What to produce>
Could you output each line below precisely as it stands, without the images?

-- Opening Marker --

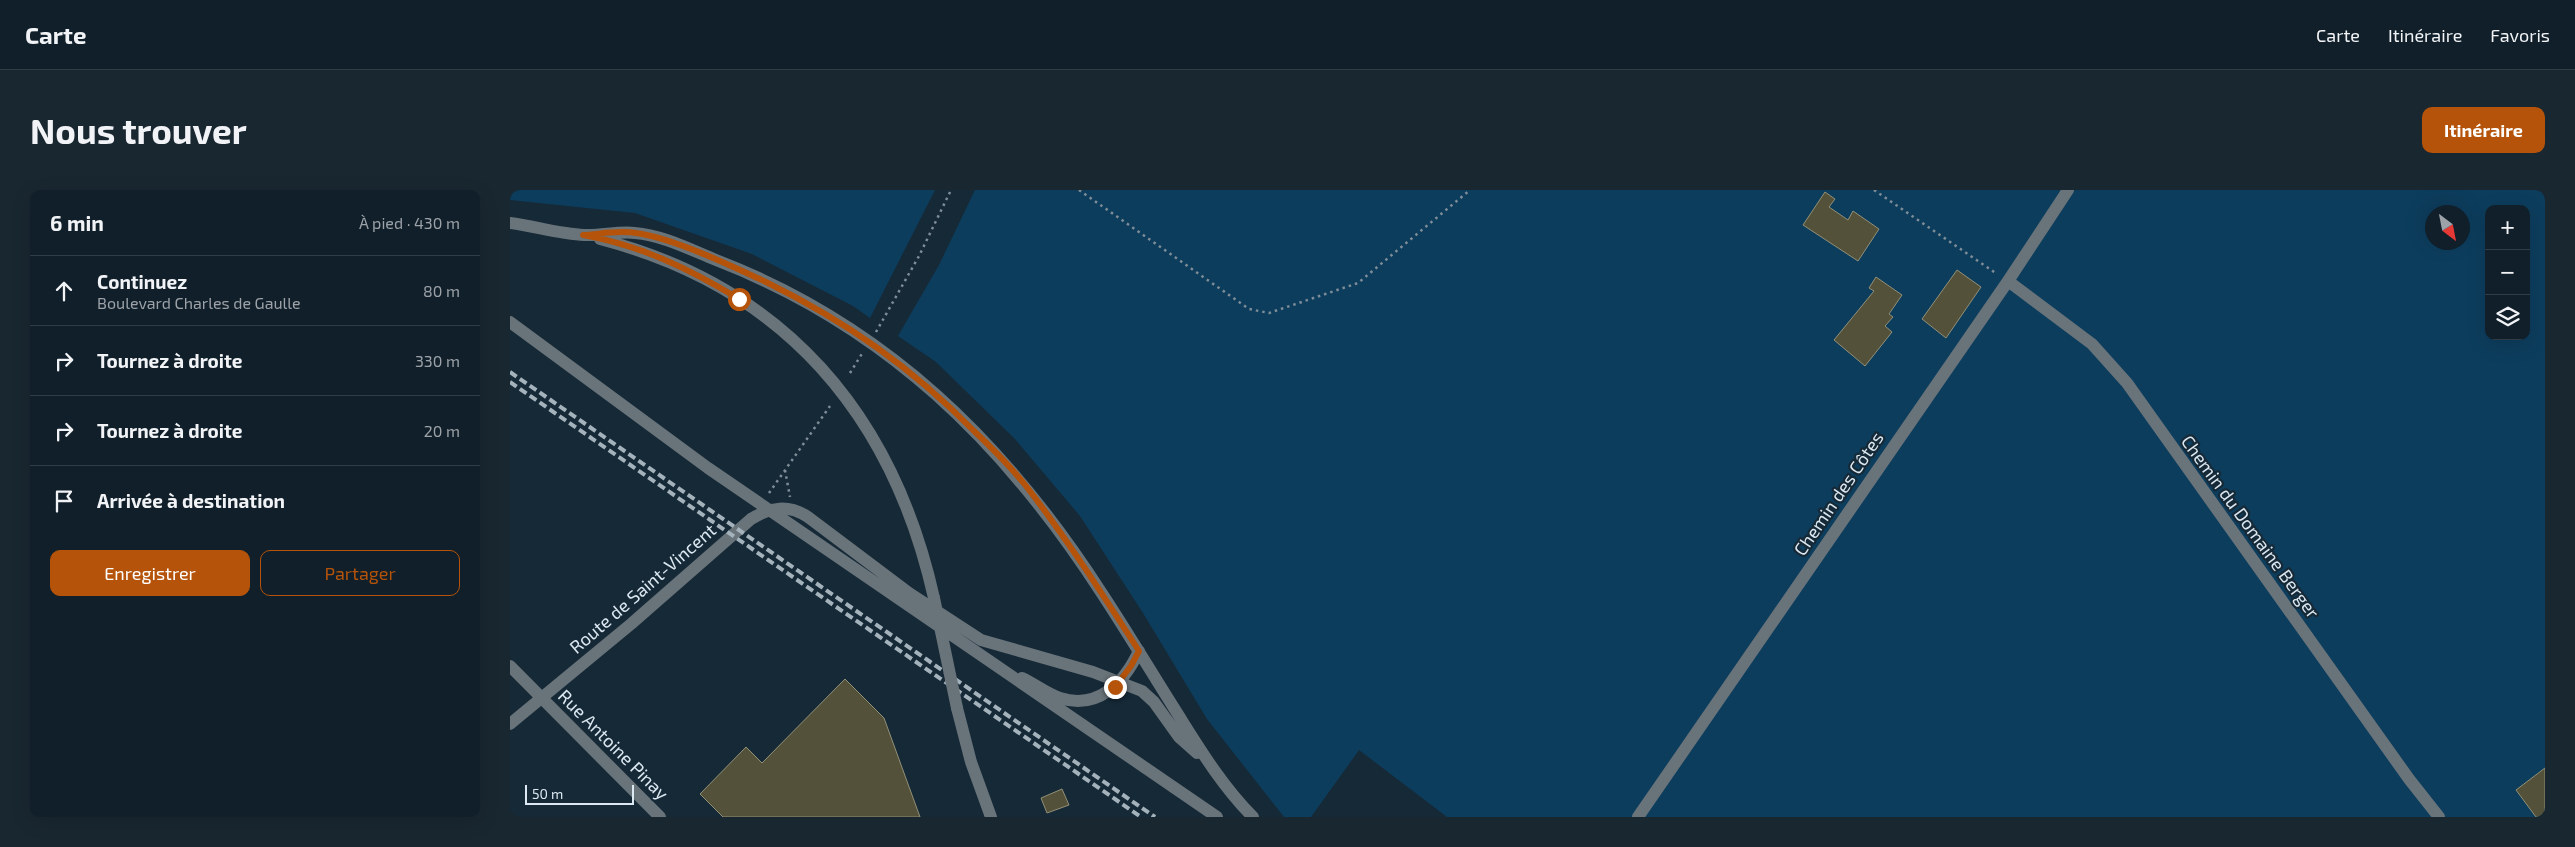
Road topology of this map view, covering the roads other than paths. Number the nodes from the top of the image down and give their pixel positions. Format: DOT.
graph roads {
  1 [pos="2068,190"];
  2 [pos="510,223"];
  3 [pos="583,235"];
  4 [pos="2008,282"];
  5 [pos="510,322"];
  6 [pos="765,508"];
  7 [pos="1139,651"];
  8 [pos="510,666"];
  9 [pos="1002,670"];
  10 [pos="1120,681"];
  11 [pos="542,698"];
  12 [pos="510,724"];
  13 [pos="1210,765"];
  14 [pos="660,817"];
  15 [pos="991,817"];
  16 [pos="1216,817"];
  17 [pos="1253,817"];
  18 [pos="1638,817"];
  19 [pos="2440,817"];
  1 -- 4 [label="street, Chemin des Côtes"];
  2 -- 3 [label="street"];
  3 -- 7 [label="street"];
  3 -- 15 [label="street, bridge"];
  4 -- 18 [label="street, Chemin des Côtes"];
  4 -- 19 [label="street, Chemin du Domaine Berger"];
  5 -- 6 [label="street"];
  6 -- 9 [label="street"];
  6 -- 10 [label="street"];
  6 -- 11 [label="street, Route de Saint-Vincent"];
  7 -- 10 [label="street"];
  7 -- 13 [label="street"];
  8 -- 11 [label="street, Rue Antoine Pinay"];
  9 -- 10 [label="street"];
  9 -- 16 [label="street"];
  10 -- 13 [label="street"];
  11 -- 12 [label="street, Route de Saint-Vincent"];
  11 -- 14 [label="street, Rue Antoine Pinay"];
  13 -- 17 [label="street"];
}
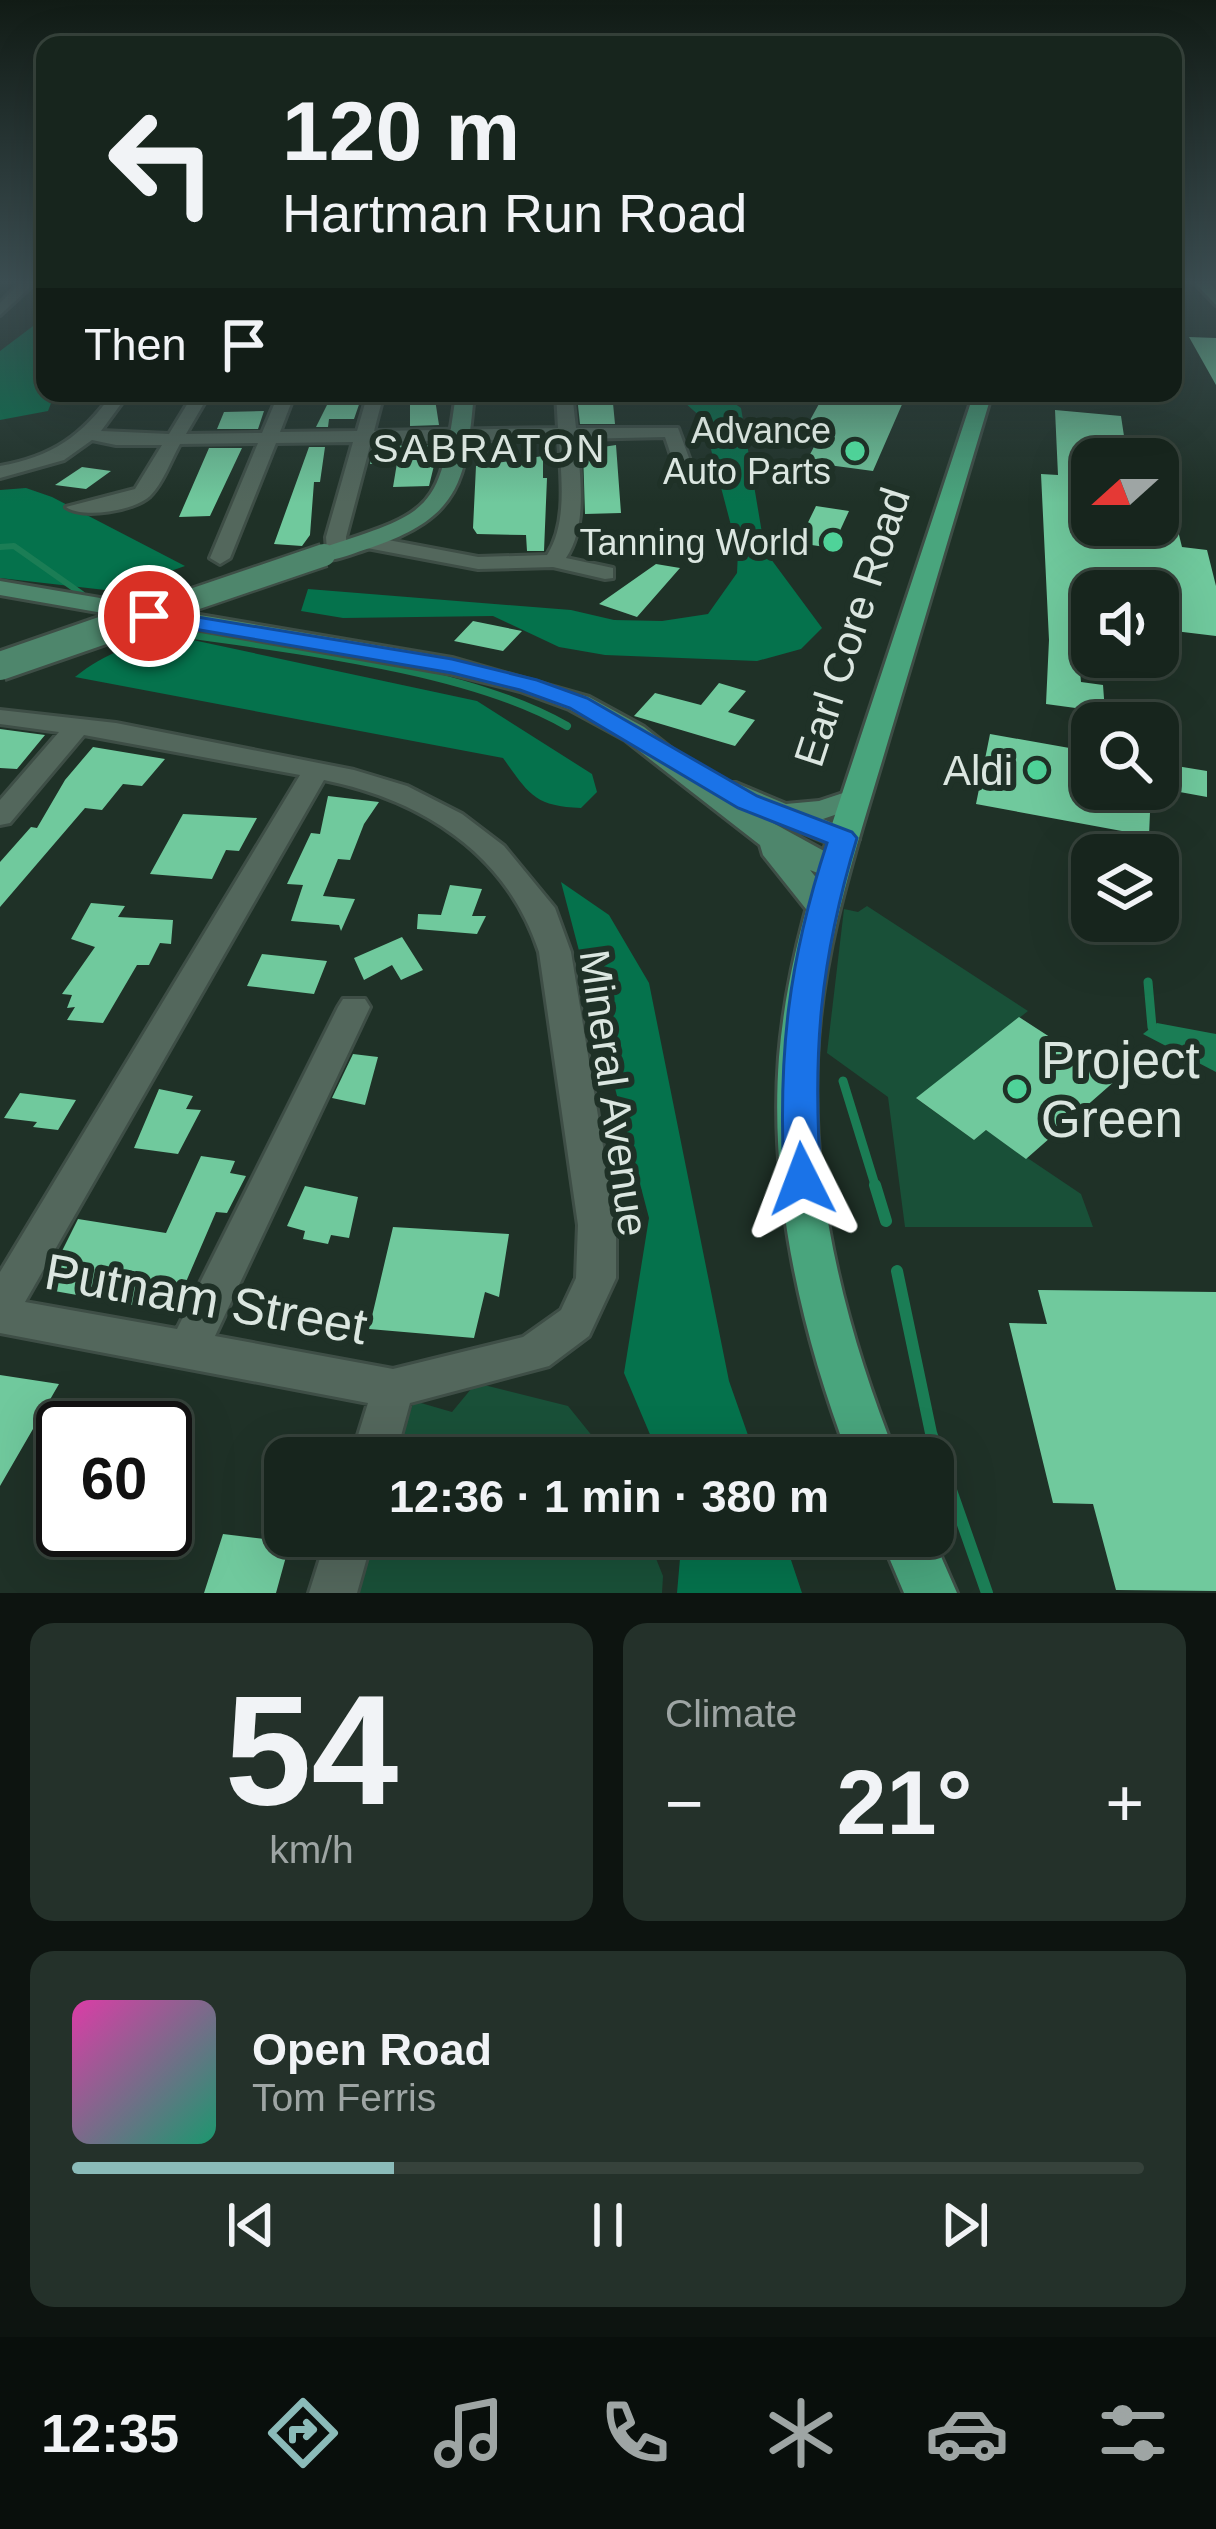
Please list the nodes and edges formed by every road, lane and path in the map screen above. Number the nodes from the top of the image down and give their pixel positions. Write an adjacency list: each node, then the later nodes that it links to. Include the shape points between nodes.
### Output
1 (116, 402): 10 (street)
2 (197, 402): 13 (street)
3 (284, 402): 12 (street)
4 (373, 402): 11 (street)
5 (464, 402): 9 (main road)
6 (564, 402): 8 (street)
7 (980, 402): 27 (main road, Earl Core Road)
8 (566, 433): 9 (street); 14 (street, via 672,432); 20 (street, via 570,520 564,551)
9 (460, 434): 11 (street); 17 (main road, via 446,493)
10 (93, 435): 13 (street); 15 (street, via 55,460)
11 (364, 436): 12 (street); 18 (street)
12 (271, 438): 13 (street); 19 (street)
13 (176, 439): 16 (street, via 142,493)
14 (683, 466)
15 (0, 472)
16 (76, 507)
17 (367, 542): 18 (main road); 20 (street, via 478,563)
18 (331, 553): 23 (main road, bridge)
19 (220, 558)
20 (553, 561): 21 (street)
21 (605, 573)
22 (0, 588): 29 (main road, via 491,674 579,703)
23 (0, 666)
24 (0, 717): 25 (street, Mineral Avenue)
25 (78, 726): 26 (street, Mineral Avenue); 28 (street)
26 (316, 771): 32 (street); 34 (street, Mineral Avenue, via 397,792 452,820 494,852 540,908 570,1027 597,1225 596,1277 575,1323 534,1353)
27 (855, 798): 29 (main road); 30 (main road, Earl Core Road)
28 (0, 818)
29 (765, 822): 30 (main road); 30 (main road, via 794,866)
30 (832, 871): 36 (main road, Earl Core Road, via 804,993 796,1082 821,1285)
31 (354, 1007): 33 (street)
32 (0, 1312): 33 (street, Putnam Street)
33 (188, 1349): 34 (street, Putnam Street)
34 (393, 1388): 35 (street)
35 (379, 1437)
36 (867, 1437)
37 (344, 1557): 39 (street)
38 (915, 1557): 40 (main road)
39 (333, 1593)
40 (931, 1593)

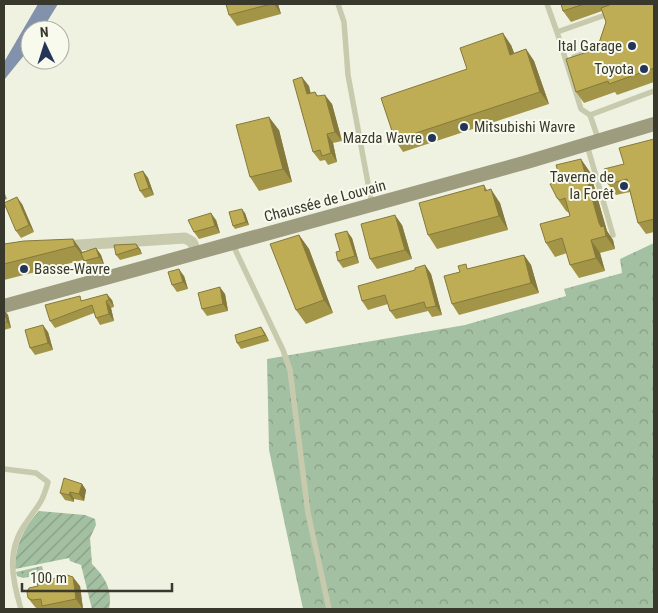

-- Closing Marker --

Answer for the task>
Road topology of this map view, covering the roads other than paths. Number the nodes from the top of the image down and give their pixel positions. Format: DOT.
graph roads {
  1 [pos="2068,190"];
  2 [pos="510,223"];
  3 [pos="583,235"];
  4 [pos="2008,282"];
  5 [pos="510,322"];
  6 [pos="765,508"];
  7 [pos="1139,651"];
  8 [pos="510,666"];
  9 [pos="1002,670"];
  10 [pos="1120,681"];
  11 [pos="542,698"];
  12 [pos="510,724"];
  13 [pos="1210,765"];
  14 [pos="660,817"];
  15 [pos="991,817"];
  16 [pos="1216,817"];
  17 [pos="1253,817"];
  18 [pos="1638,817"];
  19 [pos="2440,817"];
  1 -- 4 [label="street, Chemin des Côtes"];
  2 -- 3 [label="street"];
  3 -- 7 [label="street"];
  3 -- 15 [label="street, bridge"];
  4 -- 18 [label="street, Chemin des Côtes"];
  4 -- 19 [label="street, Chemin du Domaine Berger"];
  5 -- 6 [label="street"];
  6 -- 9 [label="street"];
  6 -- 10 [label="street"];
  6 -- 11 [label="street, Route de Saint-Vincent"];
  7 -- 10 [label="street"];
  7 -- 13 [label="street"];
  8 -- 11 [label="street, Rue Antoine Pinay"];
  9 -- 10 [label="street"];
  9 -- 16 [label="street"];
  10 -- 13 [label="street"];
  11 -- 12 [label="street, Route de Saint-Vincent"];
  11 -- 14 [label="street, Rue Antoine Pinay"];
  13 -- 17 [label="street"];
}
Please list the nodes and edges formed by every road, lane and path in the map screen above. Number the nodes from the top of the image down and give their pixel positions. Write an adjacency list: each node, then the later nodes that it links to. Include the shape points between nodes.
### Output
1 (116, 402): 10 (street)
2 (197, 402): 13 (street)
3 (284, 402): 12 (street)
4 (373, 402): 11 (street)
5 (464, 402): 9 (main road)
6 (564, 402): 8 (street)
7 (980, 402): 27 (main road, Earl Core Road)
8 (566, 433): 9 (street); 14 (street, via 672,432); 20 (street, via 570,520 564,551)
9 (460, 434): 11 (street); 17 (main road, via 446,493)
10 (93, 435): 13 (street); 15 (street, via 55,460)
11 (364, 436): 12 (street); 18 (street)
12 (271, 438): 13 (street); 19 (street)
13 (176, 439): 16 (street, via 142,493)
14 (683, 466)
15 (0, 472)
16 (76, 507)
17 (367, 542): 18 (main road); 20 (street, via 478,563)
18 (331, 553): 23 (main road, bridge)
19 (220, 558)
20 (553, 561): 21 (street)
21 (605, 573)
22 (0, 588): 29 (main road, via 491,674 579,703)
23 (0, 666)
24 (0, 717): 25 (street, Mineral Avenue)
25 (78, 726): 26 (street, Mineral Avenue); 28 (street)
26 (316, 771): 32 (street); 34 (street, Mineral Avenue, via 397,792 452,820 494,852 540,908 570,1027 597,1225 596,1277 575,1323 534,1353)
27 (855, 798): 29 (main road); 30 (main road, Earl Core Road)
28 (0, 818)
29 (765, 822): 30 (main road); 30 (main road, via 794,866)
30 (832, 871): 36 (main road, Earl Core Road, via 804,993 796,1082 821,1285)
31 (354, 1007): 33 (street)
32 (0, 1312): 33 (street, Putnam Street)
33 (188, 1349): 34 (street, Putnam Street)
34 (393, 1388): 35 (street)
35 (379, 1437)
36 (867, 1437)
37 (344, 1557): 39 (street)
38 (915, 1557): 40 (main road)
39 (333, 1593)
40 (931, 1593)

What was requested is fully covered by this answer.